Available data:

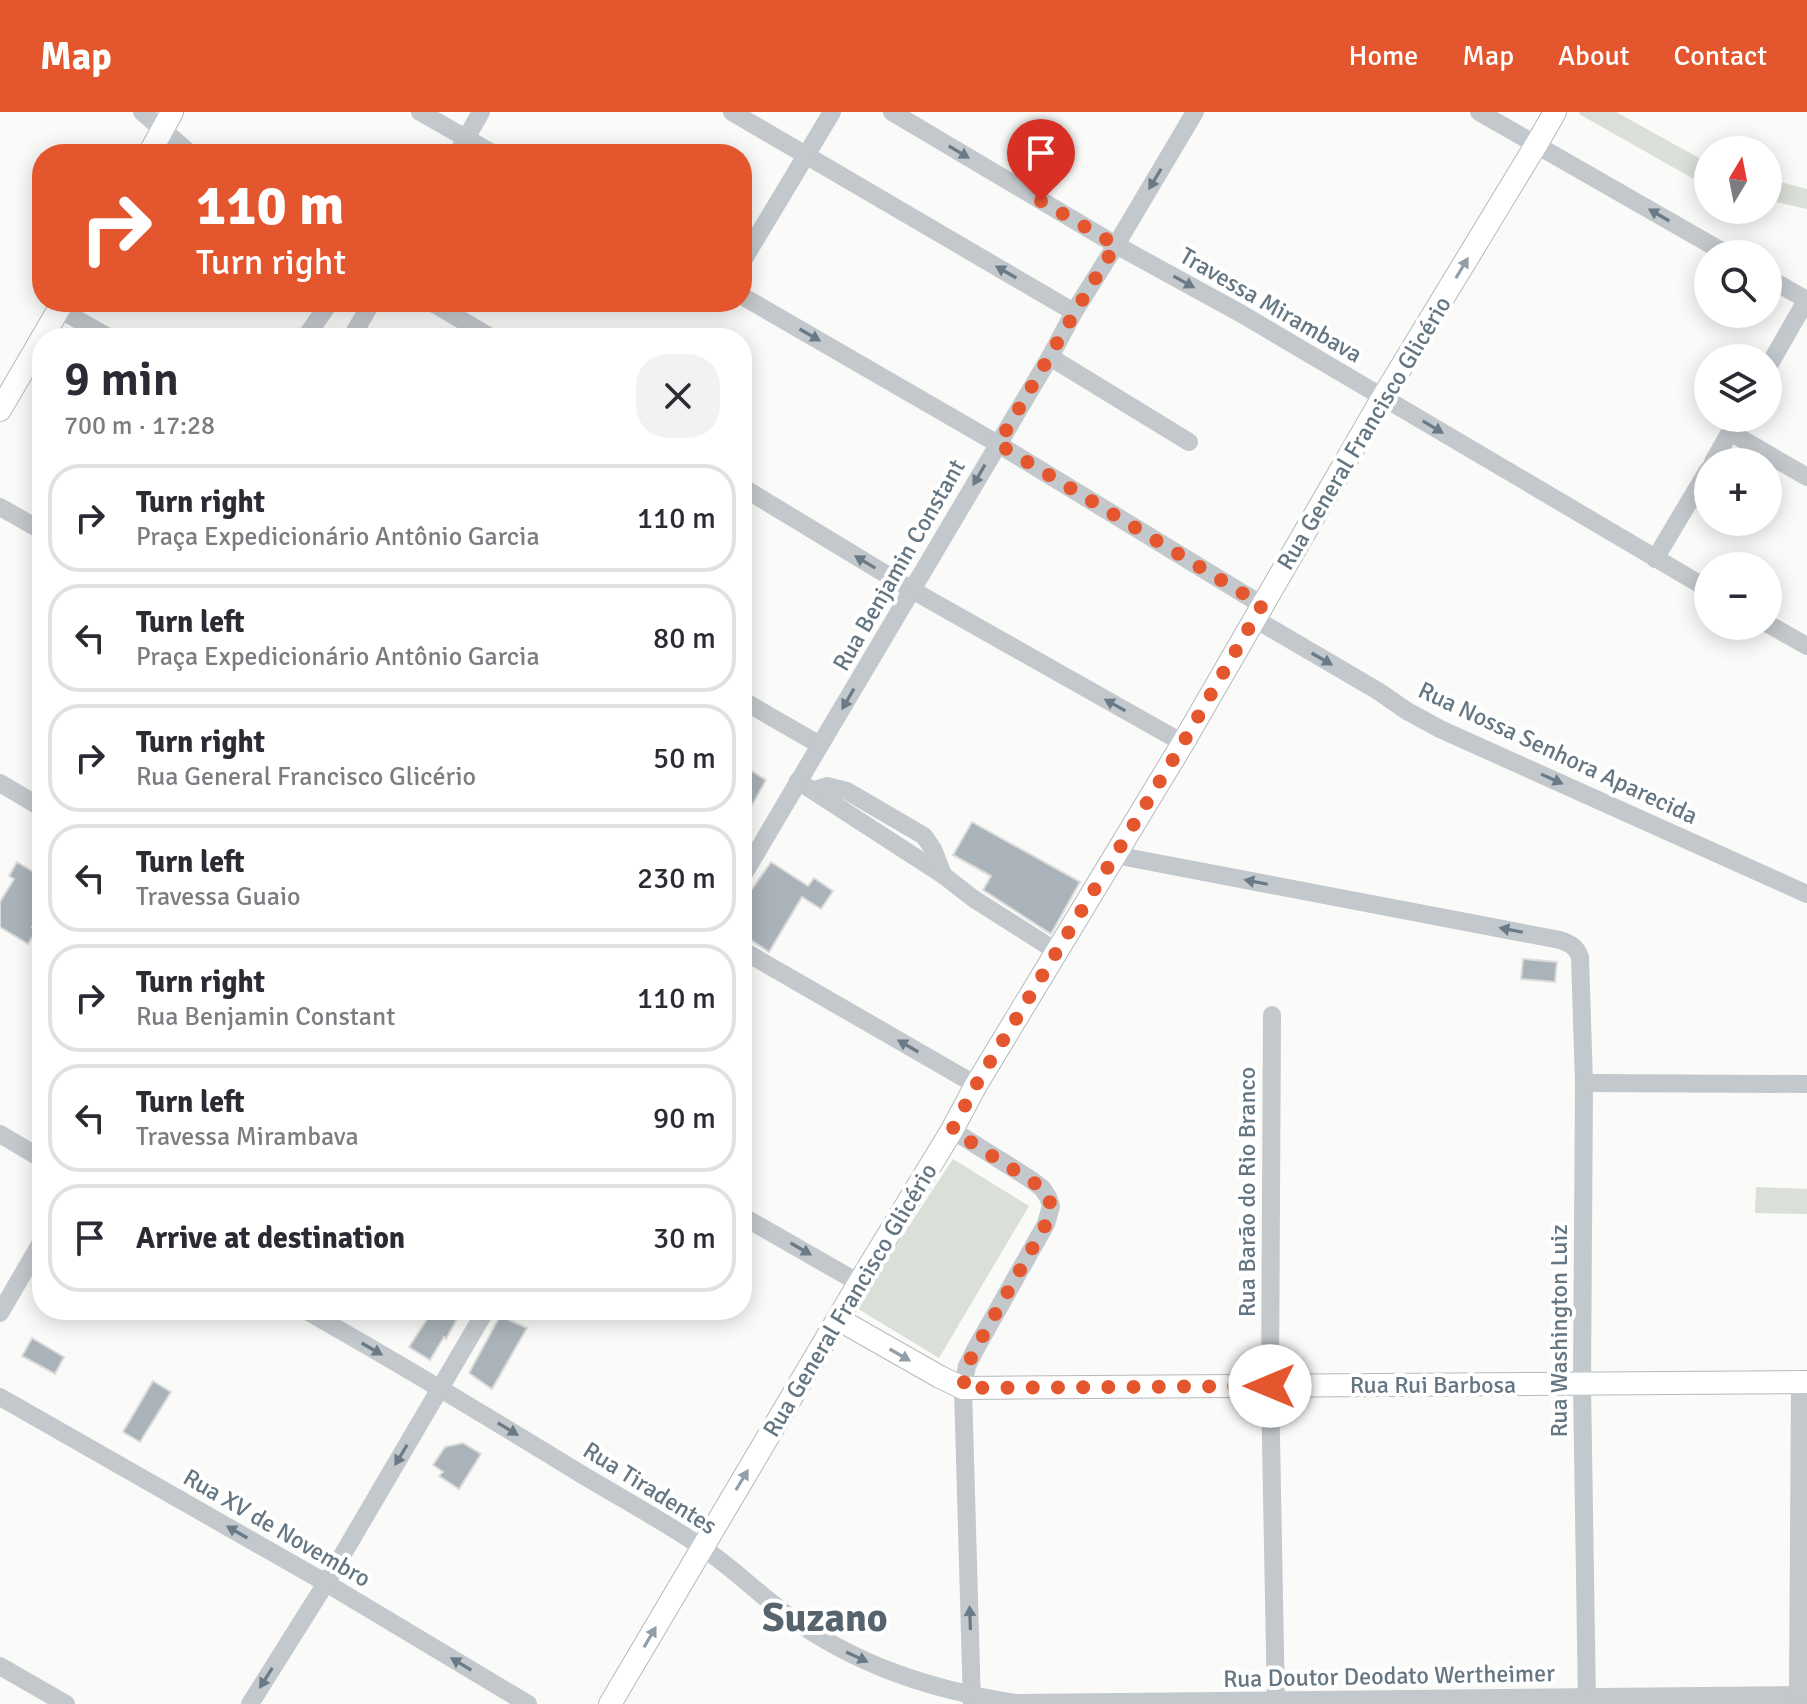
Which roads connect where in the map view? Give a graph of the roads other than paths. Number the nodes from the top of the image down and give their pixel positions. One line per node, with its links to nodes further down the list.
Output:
1 (142, 112): 10 (street)
2 (420, 112): 13 (street)
3 (481, 112): 14 (street)
4 (732, 112): 16 (street)
5 (832, 112): 16 (street)
6 (892, 112): 19 (street, Travessa Mirambava, one-way to 19)
7 (1195, 112): 19 (street, Rua Benjamin Constant, one-way to 19)
8 (1479, 112): 15 (street)
9 (1555, 112): 15 (main road, Rua General Francisco Glicério)
10 (167, 120): 11 (main road); 12 (street)
11 (154, 144)
12 (184, 144)
13 (460, 144)
14 (463, 144)
15 (1536, 145): 17 (street, one-way to 15); 31 (main road, Rua General Francisco Glicério, one-way to 15)
16 (806, 155): 18 (street); 25 (street, one-way to 16)
17 (1702, 240)
18 (752, 245)
19 (1116, 245): 25 (street, Rua Benjamin Constant); 31 (street, Travessa Mirambava, one-way to 31)
20 (1782, 286): 21 (street)
21 (1807, 300): 28 (street)
22 (752, 302): 35 (street, Rua Nossa Senhora Aparecida, one-way to 35)
23 (71, 312): 26 (street)
24 (448, 312): 27 (street)
25 (1074, 312): 30 (street, Rua Benjamin Constant)
26 (95, 328)
27 (475, 328)
28 (1781, 344)
29 (32, 353): 32 (main road)
30 (1050, 357): 34 (street); 35 (street, Rua Benjamin Constant)
31 (1383, 397): 41 (street, Travessa Mirambava, one-way to 41); 44 (main road, Rua General Francisco Glicério)
32 (3, 398)
33 (1744, 432): 36 (street)
34 (1189, 442)
35 (998, 444): 43 (street, Rua Benjamin Constant, one-way to 43); 44 (street, Rua Nossa Senhora Aparecida)
36 (1807, 477)
37 (752, 493): 43 (street, one-way to 37)
38 (1694, 494): 41 (street)
39 (0, 507): 40 (street)
40 (32, 525)
41 (1655, 559): 42 (street, Travessa Mirambava)
42 (1694, 581)
43 (912, 590): 48 (street, one-way to 43); 49 (street, Rua Benjamin Constant, one-way to 49)
44 (1258, 612): 48 (main road, Rua General Francisco Glicério); 55 (street, Rua Nossa Senhora Aparecida, one-way to 55)
45 (1782, 632): 46 (street)
46 (1807, 646)
47 (752, 706): 49 (street)
48 (1183, 743): 53 (main road, Rua General Francisco Glicério)
49 (820, 745): 51 (street, Rua Benjamin Constant)
50 (0, 783): 52 (street)
51 (806, 786): 54 (street, Rua Benjamin Constant); 56 (street)
52 (32, 802)
53 (1115, 855): 56 (main road, Rua General Francisco Glicério); 59 (street, Rua Washington Luiz, one-way to 53)
54 (752, 863)
55 (1807, 894)
56 (1056, 951): 61 (main road, Rua General Francisco Glicério)
57 (752, 956): 61 (street, one-way to 57)
58 (1272, 1015): 74 (street, Rua Barão do Rio Branco)
59 (1584, 1083): 60 (street); 73 (street, Rua Washington Luiz)
60 (1807, 1084)
61 (976, 1085): 62 (main road, Rua General Francisco Glicério)
62 (952, 1130): 67 (main road, Rua General Francisco Glicério); 76 (street)
63 (0, 1134): 64 (street)
64 (32, 1153)
65 (752, 1222): 67 (street, one-way to 67)
66 (32, 1258): 68 (street)
67 (859, 1283): 69 (main road, Rua General Francisco Glicério)
68 (0, 1313)
69 (838, 1319): 76 (main road, one-way to 76); 78 (main road, Rua General Francisco Glicério, one-way to 69)
70 (322, 1320): 75 (street, Rua Tiradentes, one-way to 75)
71 (480, 1320): 75 (street)
72 (1804, 1382): 73 (main road, Rua Rui Barbosa); 81 (street)
73 (1582, 1384): 74 (main road, Rua Rui Barbosa); 84 (street, Rua Washington Luiz)
74 (1270, 1386): 76 (main road, Rua Rui Barbosa); 85 (street, Rua Barão do Rio Branco)
75 (441, 1388): 78 (street, Rua Tiradentes, one-way to 78); 79 (street, one-way to 79)
76 (963, 1388): 82 (street, one-way to 76)
77 (0, 1397): 79 (street, Rua XV de Novembro, one-way to 77)
78 (702, 1547): 82 (street, Rua Tiradentes, one-way to 82); 89 (main road, Rua General Francisco Glicério, one-way to 78)
79 (326, 1583): 87 (street, one-way to 87); 88 (street, Rua XV de Novembro, one-way to 79)
80 (0, 1666): 86 (street)
81 (1802, 1695): 83 (street, Rua Doutor Deodato Wertheimer)
82 (972, 1700): 85 (street, Rua Doutor Deodato Wertheimer)
83 (1776, 1700): 84 (street, Rua Doutor Deodato Wertheimer)
84 (1587, 1701): 85 (street, Rua Doutor Deodato Wertheimer)
85 (1276, 1703)
86 (66, 1704)
87 (250, 1704)
88 (528, 1704)
89 (610, 1704)

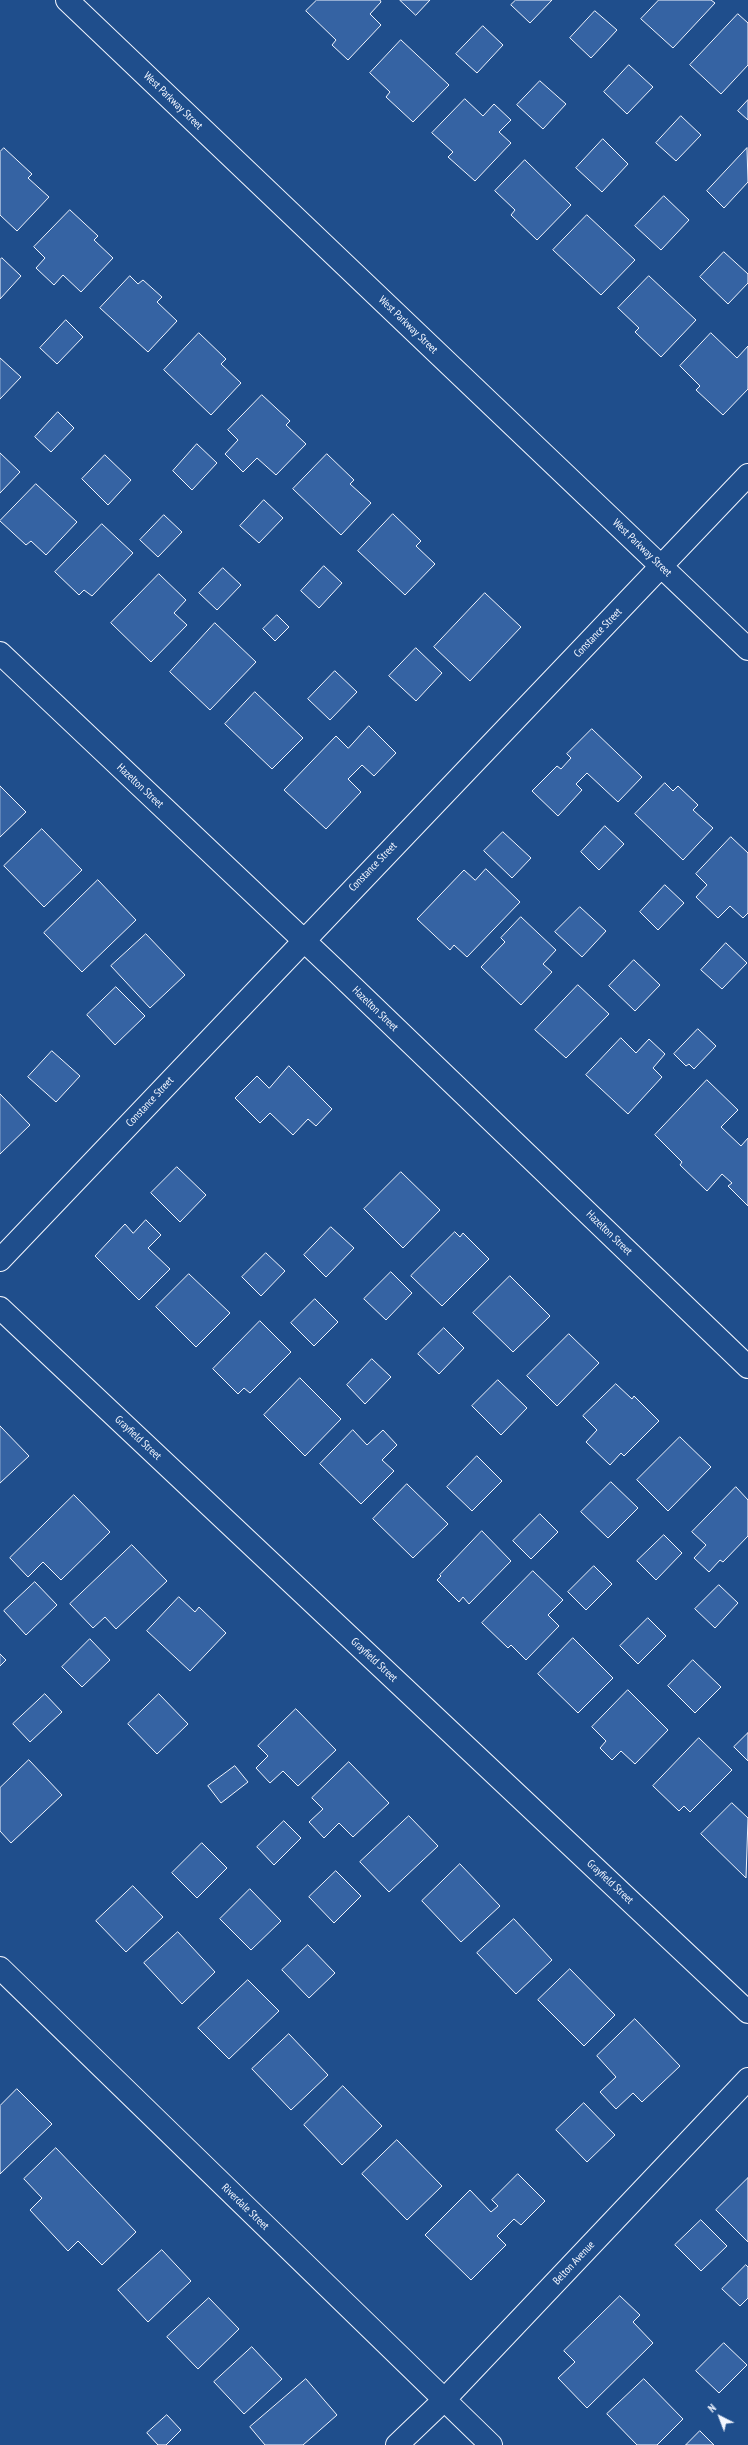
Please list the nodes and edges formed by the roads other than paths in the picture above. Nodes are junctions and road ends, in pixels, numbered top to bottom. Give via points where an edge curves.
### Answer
1 (67, 0) edge
2 (748, 475) edge
3 (662, 567) junction
4 (748, 649) edge
5 (0, 653) edge
6 (304, 940) junction
7 (0, 1260) edge
8 (0, 1308) edge
9 (748, 1367) edge
10 (0, 1968) edge
11 (748, 2012) edge
12 (748, 2079) edge
13 (444, 2400) junction
14 (397, 2445) edge
15 (492, 2445) edge

1 - 3 street, West Parkway Street
2 - 3 street, Constance Street
3 - 4 street, West Parkway Street
3 - 6 street, Constance Street
5 - 6 street, Hazelton Street
6 - 7 street, Constance Street
6 - 9 street, Hazelton Street
8 - 11 street, Grayfield Street
10 - 13 street, Riverdale Street
12 - 13 street, Belton Avenue
13 - 14 street, Belton Avenue
13 - 15 street, Riverdale Street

Work required:
Give the entries again exactly. Pictures stay out.

Response box:
Which roads connect where in the map view? Give a graph of the roads other than paths. Number the nodes from the top of the image down and give their pixel positions. One line per node, with its links to nodes further down the list.
Output:
1 (142, 112): 10 (street)
2 (420, 112): 13 (street)
3 (481, 112): 14 (street)
4 (732, 112): 16 (street)
5 (832, 112): 16 (street)
6 (892, 112): 19 (street, Travessa Mirambava, one-way to 19)
7 (1195, 112): 19 (street, Rua Benjamin Constant, one-way to 19)
8 (1479, 112): 15 (street)
9 (1555, 112): 15 (main road, Rua General Francisco Glicério)
10 (167, 120): 11 (main road); 12 (street)
11 (154, 144)
12 (184, 144)
13 (460, 144)
14 (463, 144)
15 (1536, 145): 17 (street, one-way to 15); 31 (main road, Rua General Francisco Glicério, one-way to 15)
16 (806, 155): 18 (street); 25 (street, one-way to 16)
17 (1702, 240)
18 (752, 245)
19 (1116, 245): 25 (street, Rua Benjamin Constant); 31 (street, Travessa Mirambava, one-way to 31)
20 (1782, 286): 21 (street)
21 (1807, 300): 28 (street)
22 (752, 302): 35 (street, Rua Nossa Senhora Aparecida, one-way to 35)
23 (71, 312): 26 (street)
24 (448, 312): 27 (street)
25 (1074, 312): 30 (street, Rua Benjamin Constant)
26 (95, 328)
27 (475, 328)
28 (1781, 344)
29 (32, 353): 32 (main road)
30 (1050, 357): 34 (street); 35 (street, Rua Benjamin Constant)
31 (1383, 397): 41 (street, Travessa Mirambava, one-way to 41); 44 (main road, Rua General Francisco Glicério)
32 (3, 398)
33 (1744, 432): 36 (street)
34 (1189, 442)
35 (998, 444): 43 (street, Rua Benjamin Constant, one-way to 43); 44 (street, Rua Nossa Senhora Aparecida)
36 (1807, 477)
37 (752, 493): 43 (street, one-way to 37)
38 (1694, 494): 41 (street)
39 (0, 507): 40 (street)
40 (32, 525)
41 (1655, 559): 42 (street, Travessa Mirambava)
42 (1694, 581)
43 (912, 590): 48 (street, one-way to 43); 49 (street, Rua Benjamin Constant, one-way to 49)
44 (1258, 612): 48 (main road, Rua General Francisco Glicério); 55 (street, Rua Nossa Senhora Aparecida, one-way to 55)
45 (1782, 632): 46 (street)
46 (1807, 646)
47 (752, 706): 49 (street)
48 (1183, 743): 53 (main road, Rua General Francisco Glicério)
49 (820, 745): 51 (street, Rua Benjamin Constant)
50 (0, 783): 52 (street)
51 (806, 786): 54 (street, Rua Benjamin Constant); 56 (street)
52 (32, 802)
53 (1115, 855): 56 (main road, Rua General Francisco Glicério); 59 (street, Rua Washington Luiz, one-way to 53)
54 (752, 863)
55 (1807, 894)
56 (1056, 951): 61 (main road, Rua General Francisco Glicério)
57 (752, 956): 61 (street, one-way to 57)
58 (1272, 1015): 74 (street, Rua Barão do Rio Branco)
59 (1584, 1083): 60 (street); 73 (street, Rua Washington Luiz)
60 (1807, 1084)
61 (976, 1085): 62 (main road, Rua General Francisco Glicério)
62 (952, 1130): 67 (main road, Rua General Francisco Glicério); 76 (street)
63 (0, 1134): 64 (street)
64 (32, 1153)
65 (752, 1222): 67 (street, one-way to 67)
66 (32, 1258): 68 (street)
67 (859, 1283): 69 (main road, Rua General Francisco Glicério)
68 (0, 1313)
69 (838, 1319): 76 (main road, one-way to 76); 78 (main road, Rua General Francisco Glicério, one-way to 69)
70 (322, 1320): 75 (street, Rua Tiradentes, one-way to 75)
71 (480, 1320): 75 (street)
72 (1804, 1382): 73 (main road, Rua Rui Barbosa); 81 (street)
73 (1582, 1384): 74 (main road, Rua Rui Barbosa); 84 (street, Rua Washington Luiz)
74 (1270, 1386): 76 (main road, Rua Rui Barbosa); 85 (street, Rua Barão do Rio Branco)
75 (441, 1388): 78 (street, Rua Tiradentes, one-way to 78); 79 (street, one-way to 79)
76 (963, 1388): 82 (street, one-way to 76)
77 (0, 1397): 79 (street, Rua XV de Novembro, one-way to 77)
78 (702, 1547): 82 (street, Rua Tiradentes, one-way to 82); 89 (main road, Rua General Francisco Glicério, one-way to 78)
79 (326, 1583): 87 (street, one-way to 87); 88 (street, Rua XV de Novembro, one-way to 79)
80 (0, 1666): 86 (street)
81 (1802, 1695): 83 (street, Rua Doutor Deodato Wertheimer)
82 (972, 1700): 85 (street, Rua Doutor Deodato Wertheimer)
83 (1776, 1700): 84 (street, Rua Doutor Deodato Wertheimer)
84 (1587, 1701): 85 (street, Rua Doutor Deodato Wertheimer)
85 (1276, 1703)
86 (66, 1704)
87 (250, 1704)
88 (528, 1704)
89 (610, 1704)

Please list the nodes and edges formed by the roads other than paths in the picture above. Nodes are junctions and road ends, in pixels, numbered top to bottom. Give via points where an edge curves.
### Answer
1 (67, 0) edge
2 (748, 475) edge
3 (662, 567) junction
4 (748, 649) edge
5 (0, 653) edge
6 (304, 940) junction
7 (0, 1260) edge
8 (0, 1308) edge
9 (748, 1367) edge
10 (0, 1968) edge
11 (748, 2012) edge
12 (748, 2079) edge
13 (444, 2400) junction
14 (397, 2445) edge
15 (492, 2445) edge

1 - 3 street, West Parkway Street
2 - 3 street, Constance Street
3 - 4 street, West Parkway Street
3 - 6 street, Constance Street
5 - 6 street, Hazelton Street
6 - 7 street, Constance Street
6 - 9 street, Hazelton Street
8 - 11 street, Grayfield Street
10 - 13 street, Riverdale Street
12 - 13 street, Belton Avenue
13 - 14 street, Belton Avenue
13 - 15 street, Riverdale Street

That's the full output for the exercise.